Scientific classification
- Kingdom: Plantae
- Clade: Tracheophytes
- Clade: Angiosperms
- Clade: Eudicots
- Clade: Asterids
- Order: Gentianales
- Family: Apocynaceae
- Genus: Hoya
- Species: H. anulata
- Binomial name: Hoya anulata Schltr.
- Synonyms: Hoya alata K.D.Hill; Hoya pseudolittoralis C.Norman; Hoya gracilipes auct. non Schltr.: Jones, D.L. & Gray, B. (1988); Hoya gracilipes auct. non Schltr.: Thomas, M.B. & McDonald, W.J.F. (1989);

= Hoya anulata =

- Authority: Schltr.
- Conservation status: NT
- Synonyms: Hoya alata K.D.Hill, Hoya pseudolittoralis C.Norman, Hoya gracilipes auct. non Schltr.: Jones, D.L. & Gray, B. (1988), Hoya gracilipes auct. non Schltr.: Thomas, M.B. & McDonald, W.J.F. (1989)

Species of plant

Hoya anulata is a species of flowering plant in the Apocynaceae or dogbane family and is endemic to Cape York and parts of Southeast Asia. It is a epiphytic or lithophytic vine with fleshy, egg-shaped leaves, fleshy pale pink and white flowers, and spindle-shaped follicles.

==Description==
Hoya anulata is a vine that reaches up to 3 m long and has fleshy, egg-shaped leaves, sometimes with the narrower end towards the base, 30–95 mm long and 20–50 mm wide, on a petiole 2–12 mm long. The flowers are arranged in umbels 12–13 mm in diameter of about 14 flowers on a peduncle about 70 mm long, each flower on a pedicel 16–18 mm long. The petals are wheel shaped, fleshy pale pink to white with triangular lobes 4–5 mm long and about 5 mm wide. The corona is pale pink and oblong with lobes about 3 mm long and 1.0–1.5 mm wide. Flowering has been observed in February, April and July, and the fruit is a spindle-shaped follicle 14 mm long and 70–140 mm long.

==Taxonomy==
Hoya anulata was first formally described in 1905 by Rudolf Schlechter in the Journal of the Linnean Society, Botany, from specimens he collected in 1902 on the upper Nuru River at altitudes of about 400 m .

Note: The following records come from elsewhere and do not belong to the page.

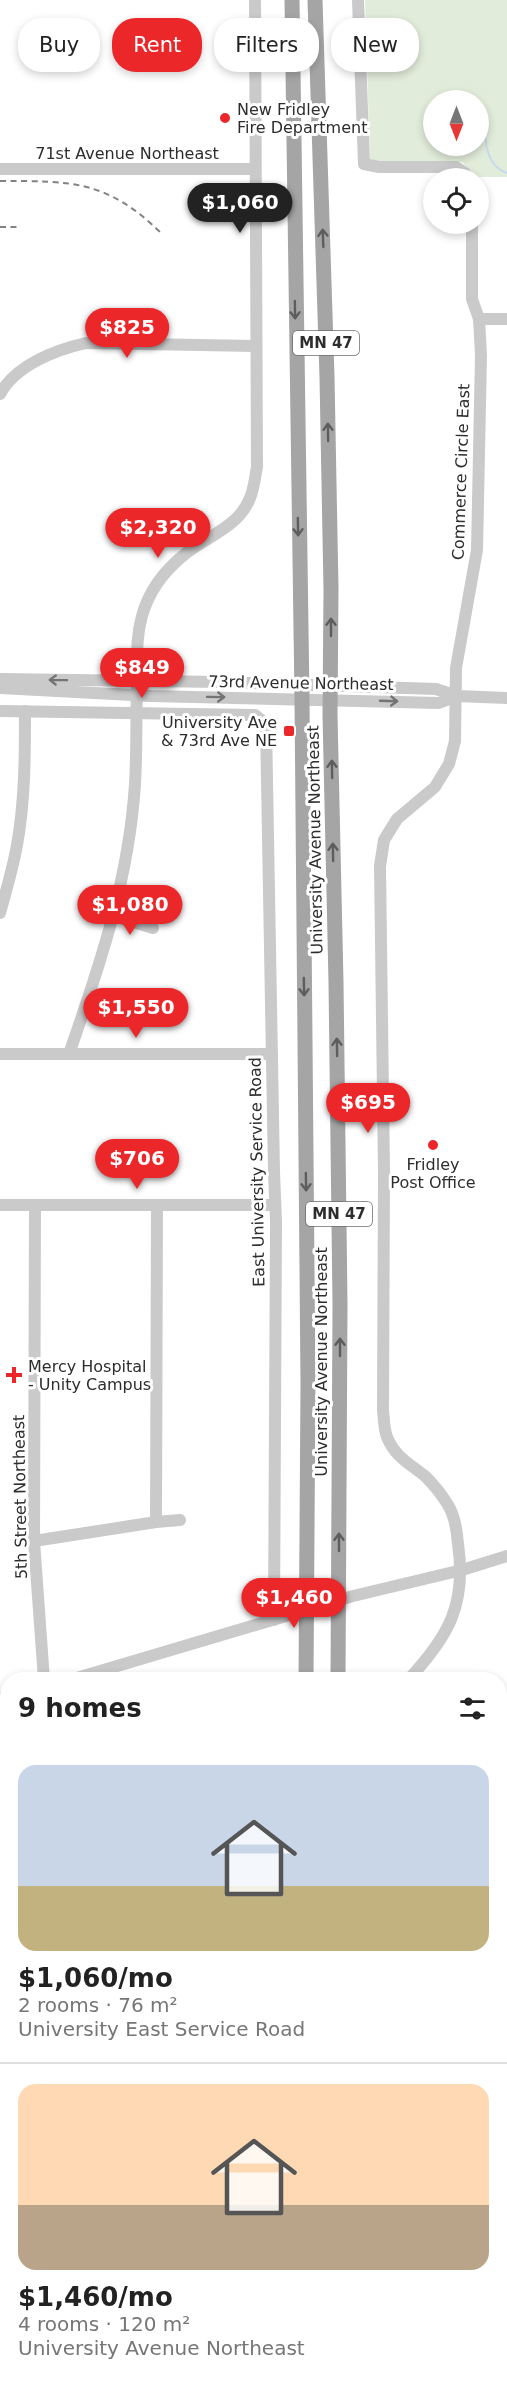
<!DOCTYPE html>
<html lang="en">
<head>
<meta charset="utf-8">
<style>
  body { margin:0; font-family:"DejaVu Sans",sans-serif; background:#f2f2f2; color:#222; height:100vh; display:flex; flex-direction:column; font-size:22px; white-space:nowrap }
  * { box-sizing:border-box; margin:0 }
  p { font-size:20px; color:#767676 }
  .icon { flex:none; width:33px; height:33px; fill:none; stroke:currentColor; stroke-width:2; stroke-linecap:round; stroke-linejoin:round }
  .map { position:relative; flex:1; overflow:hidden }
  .drawer { position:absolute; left:0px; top:1672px; width:507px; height:722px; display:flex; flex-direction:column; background:#fff; border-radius:24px 24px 0 0; box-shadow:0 3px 9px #0003 }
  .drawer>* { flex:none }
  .banner { position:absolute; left:18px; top:18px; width:471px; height:54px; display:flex; gap:12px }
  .needle { width:39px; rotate:180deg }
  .controls { position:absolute; left:423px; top:90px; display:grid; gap:12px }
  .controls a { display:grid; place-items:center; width:66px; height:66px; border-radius:50%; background:#fff; box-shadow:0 3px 9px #0003; font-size:30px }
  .price { position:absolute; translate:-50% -51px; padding:0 14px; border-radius:21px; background:#ec272a; color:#fff; font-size:20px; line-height:39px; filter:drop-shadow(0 2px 3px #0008) }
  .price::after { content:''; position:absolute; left:50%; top:36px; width:18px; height:14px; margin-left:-9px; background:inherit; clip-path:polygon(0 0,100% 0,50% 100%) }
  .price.current { background:#222; color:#fff }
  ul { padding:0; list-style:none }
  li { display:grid; align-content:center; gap:12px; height:318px; padding:0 18px }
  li+li { border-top:2px solid #e0e0e0 }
  li span { display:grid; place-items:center; height:186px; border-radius:18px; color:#555 }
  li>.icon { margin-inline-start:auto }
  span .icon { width:108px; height:108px; fill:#fffc; stroke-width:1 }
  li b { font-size:26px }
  h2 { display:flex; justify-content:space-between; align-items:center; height:72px; padding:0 18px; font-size:26px }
  .tag { padding:0 21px; border-radius:24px; background:#fff; box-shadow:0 3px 9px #0003; font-size:21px; line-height:54px }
  .tag.current { background:#ec272a; color:#fff }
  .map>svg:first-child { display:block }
  .green { fill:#e2ecda; fill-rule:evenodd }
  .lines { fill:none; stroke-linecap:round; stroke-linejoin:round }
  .stream { stroke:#c5dbec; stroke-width:2 }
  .minor { stroke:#cacaca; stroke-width:12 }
  .major { stroke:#a5a5a5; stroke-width:15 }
  .rail { stroke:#828282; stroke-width:2; stroke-dasharray:6 4.5; stroke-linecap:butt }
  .oneway { stroke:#5d5d5d }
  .oneway2 { stroke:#747474 }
  .poi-dot { fill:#ec272a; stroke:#fff; stroke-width:2 }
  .labels { text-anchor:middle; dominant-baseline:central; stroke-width:6; stroke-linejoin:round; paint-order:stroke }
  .shield { fill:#fff; stroke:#6c6c6c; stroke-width:1.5 }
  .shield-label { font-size:15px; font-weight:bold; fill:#2d2d2d }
  .poi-label { font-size:16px; fill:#2d2d2d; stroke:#fff; text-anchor:start }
  .street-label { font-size:16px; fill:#2d2d2d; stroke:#fff }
</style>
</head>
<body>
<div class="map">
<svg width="507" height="2393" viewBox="0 0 507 2393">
  <rect width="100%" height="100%" fill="#fff"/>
  <g class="green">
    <path d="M365,0h142v177h-30l-15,-15h-92zM434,100h44v46h-44z"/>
    <path d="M0,1934h8l-1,269h-7z"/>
  </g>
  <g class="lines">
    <path class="stream" d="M484,114c1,20 -1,51 23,59"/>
    <g class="minor">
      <path d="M358,0l6,164 15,3h77l9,6 2,5"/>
      <path d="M0,169h254"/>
      <path d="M479,319h28"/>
      <path d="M0,394c16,-29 55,-44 86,-51l170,3"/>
      <path d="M0,679l221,3 215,7 21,7 50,2"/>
      <path d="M0,688l151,8 288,7 18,-7"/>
      <path d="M0,711l255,4 11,9 8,448 2,50 -2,398"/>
      <path d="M0,913c6,-22 13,-45 17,-68 8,-44 8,-89 8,-134"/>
      <path d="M114,916l39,12"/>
      <path d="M0,1054h272"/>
      <path d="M69,1054c31,-89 60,-175 66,-270 2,-33 1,-67 2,-100 1,-24 -2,-43 5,-68 7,-26 23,-46 43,-62 22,-18 54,-27 65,-56 4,-9 5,-21 7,-31l-2,-467"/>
      <path d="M0,1205h275"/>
      <path d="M35,1206l-1,335 10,139"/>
      <path d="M156,1522l1,-317"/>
      <path d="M34,1541l122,-19 24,-2"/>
      <path d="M70,1680l283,-84 109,-26 45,-14"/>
      <path d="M408,1680c40,-43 59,-75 50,-136 -1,-13 -3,-28 -10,-39 -6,-10 -15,-21 -23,-29 -15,-12 -30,-19 -38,-39 -3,-7 -3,-18 -4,-27l1,-238 -4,-306 4,-26 13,-21 38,-32 14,-23 6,-23 1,-73 21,-118 4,-195 -2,-36 -7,-20v-75"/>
      <path d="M0,1698l8,-2"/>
      <path d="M0,2214h8"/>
      <path d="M500,2215h7"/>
      <path d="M64,2393v-7"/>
      <path d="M267,2393v-7"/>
      <path d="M381,2393v-7"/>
    </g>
    <g class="major">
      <path d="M292,0l10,698 6,686 -2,296"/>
      <path d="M315,0l12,377 4,212 -1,126 6,267 4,323 -2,375"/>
      <path d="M307,2386v7"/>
      <path d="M339,2386v7"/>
    </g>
    <g class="rail">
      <path d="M0,181c71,0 107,-1 161,52"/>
      <path d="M0,227h21"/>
    </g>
  </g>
  <defs><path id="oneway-shaft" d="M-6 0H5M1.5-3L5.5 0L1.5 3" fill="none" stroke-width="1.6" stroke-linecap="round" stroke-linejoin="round" transform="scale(1.5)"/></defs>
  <g class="oneway">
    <use href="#oneway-shaft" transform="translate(323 238) rotate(-92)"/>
    <use href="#oneway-shaft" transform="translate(295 310) rotate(89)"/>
    <use href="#oneway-shaft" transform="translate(328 432) rotate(-91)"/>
    <use href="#oneway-shaft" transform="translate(298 527) rotate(89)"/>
    <use href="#oneway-shaft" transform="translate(331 627) rotate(-90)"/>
    <use href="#oneway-shaft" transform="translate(332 769) rotate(-91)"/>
    <use href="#oneway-shaft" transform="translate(333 852) rotate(-91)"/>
    <use href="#oneway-shaft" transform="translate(304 987) rotate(89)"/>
    <use href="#oneway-shaft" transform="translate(337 1047) rotate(-91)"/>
    <use href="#oneway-shaft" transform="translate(306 1182) rotate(89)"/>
    <use href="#oneway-shaft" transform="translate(340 1347) rotate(-90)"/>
    <use href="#oneway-shaft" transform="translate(339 1542) rotate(-90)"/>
  </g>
  <g class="oneway2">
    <use href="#oneway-shaft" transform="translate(58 680) rotate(-179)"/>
    <use href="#oneway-shaft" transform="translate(216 697) rotate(1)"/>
    <use href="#oneway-shaft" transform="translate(389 701) rotate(2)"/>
  </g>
  <g class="poi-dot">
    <circle cx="225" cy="118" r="6"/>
    <rect x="283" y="725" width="12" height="12" rx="3"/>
    <circle cx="433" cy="1145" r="6"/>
    <path d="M11 1366h6v6h6v6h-6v6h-6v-6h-6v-6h6z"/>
  </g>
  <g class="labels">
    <g class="shield">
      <rect x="293" y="331" width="66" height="24" rx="4.5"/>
      <rect x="306" y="1202" width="66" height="24" rx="4.5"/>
    </g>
    <g class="shield-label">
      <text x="326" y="343">MN 47</text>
      <text x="339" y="1214">MN 47</text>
    </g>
    <g class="poi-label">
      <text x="237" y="109">New Fridley<tspan x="237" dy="18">Fire Department</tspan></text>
      <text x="277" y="722" text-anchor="end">University Ave<tspan x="277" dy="18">&amp; 73rd Ave NE</tspan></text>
      <text x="433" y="1164" text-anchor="middle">Fridley<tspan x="433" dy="18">Post Office</tspan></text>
      <text x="28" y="1366">Mercy Hospital<tspan x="28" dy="18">- Unity Campus</tspan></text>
    </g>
    <g class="street-label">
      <text x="127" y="153">71st Avenue Northeast</text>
      <text transform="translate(461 472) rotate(-88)">Commerce Circle East</text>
      <text transform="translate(301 683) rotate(1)">73rd Avenue Northeast</text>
      <text transform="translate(315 840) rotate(-91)">University Avenue Northeast</text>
      <text transform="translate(257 1172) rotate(-91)">East University Service Road</text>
      <text transform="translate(321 1362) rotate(-90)">University Avenue Northeast</text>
      <text transform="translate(20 1497) rotate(-91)">5th Street Northeast</text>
    </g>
  </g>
</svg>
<div class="controls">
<a><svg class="needle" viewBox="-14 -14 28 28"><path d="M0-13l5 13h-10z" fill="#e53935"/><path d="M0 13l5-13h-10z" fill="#767676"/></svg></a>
<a><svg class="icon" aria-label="locate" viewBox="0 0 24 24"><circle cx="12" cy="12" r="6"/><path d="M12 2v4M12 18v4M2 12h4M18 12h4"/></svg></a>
</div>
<b class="price current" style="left:240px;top:234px">$1,060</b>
<b class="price" style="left:127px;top:359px">$825</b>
<b class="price" style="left:158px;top:559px">$2,320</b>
<b class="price" style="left:142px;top:699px">$849</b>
<b class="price" style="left:130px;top:936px">$1,080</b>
<b class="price" style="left:136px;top:1039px">$1,550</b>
<b class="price" style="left:368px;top:1134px">$695</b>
<b class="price" style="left:137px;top:1190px">$706</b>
<b class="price" style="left:294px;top:1629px">$1,460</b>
<div class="banner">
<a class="tag">Buy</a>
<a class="tag current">Rent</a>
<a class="tag">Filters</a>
<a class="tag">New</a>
</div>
<section class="drawer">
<h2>9 homes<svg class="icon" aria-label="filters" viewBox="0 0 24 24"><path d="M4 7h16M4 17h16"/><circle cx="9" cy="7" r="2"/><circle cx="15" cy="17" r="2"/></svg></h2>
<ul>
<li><span style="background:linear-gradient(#c9d6e8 65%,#c2b280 0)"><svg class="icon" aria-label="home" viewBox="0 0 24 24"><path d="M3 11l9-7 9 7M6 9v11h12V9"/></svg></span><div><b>$1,060/mo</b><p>2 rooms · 76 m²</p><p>University East Service Road</p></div></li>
<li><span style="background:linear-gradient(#ffd9b3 65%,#b9a48a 0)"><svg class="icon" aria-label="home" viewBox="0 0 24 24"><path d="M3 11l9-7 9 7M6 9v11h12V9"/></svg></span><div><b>$1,460/mo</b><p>4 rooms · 120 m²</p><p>University Avenue Northeast</p></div></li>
</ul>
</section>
</div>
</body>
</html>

==Distribution and habitat==
This species of Hoya grows as an epiphyte or lithophyte in rainforest and vine forest on Cape York, in Papuasia and on the Maluku Islands in Indonesia.

==Conservation status==
Hoya anulata is listed as "near threatened" under the Queensland Government Nature Conservation Act 1992.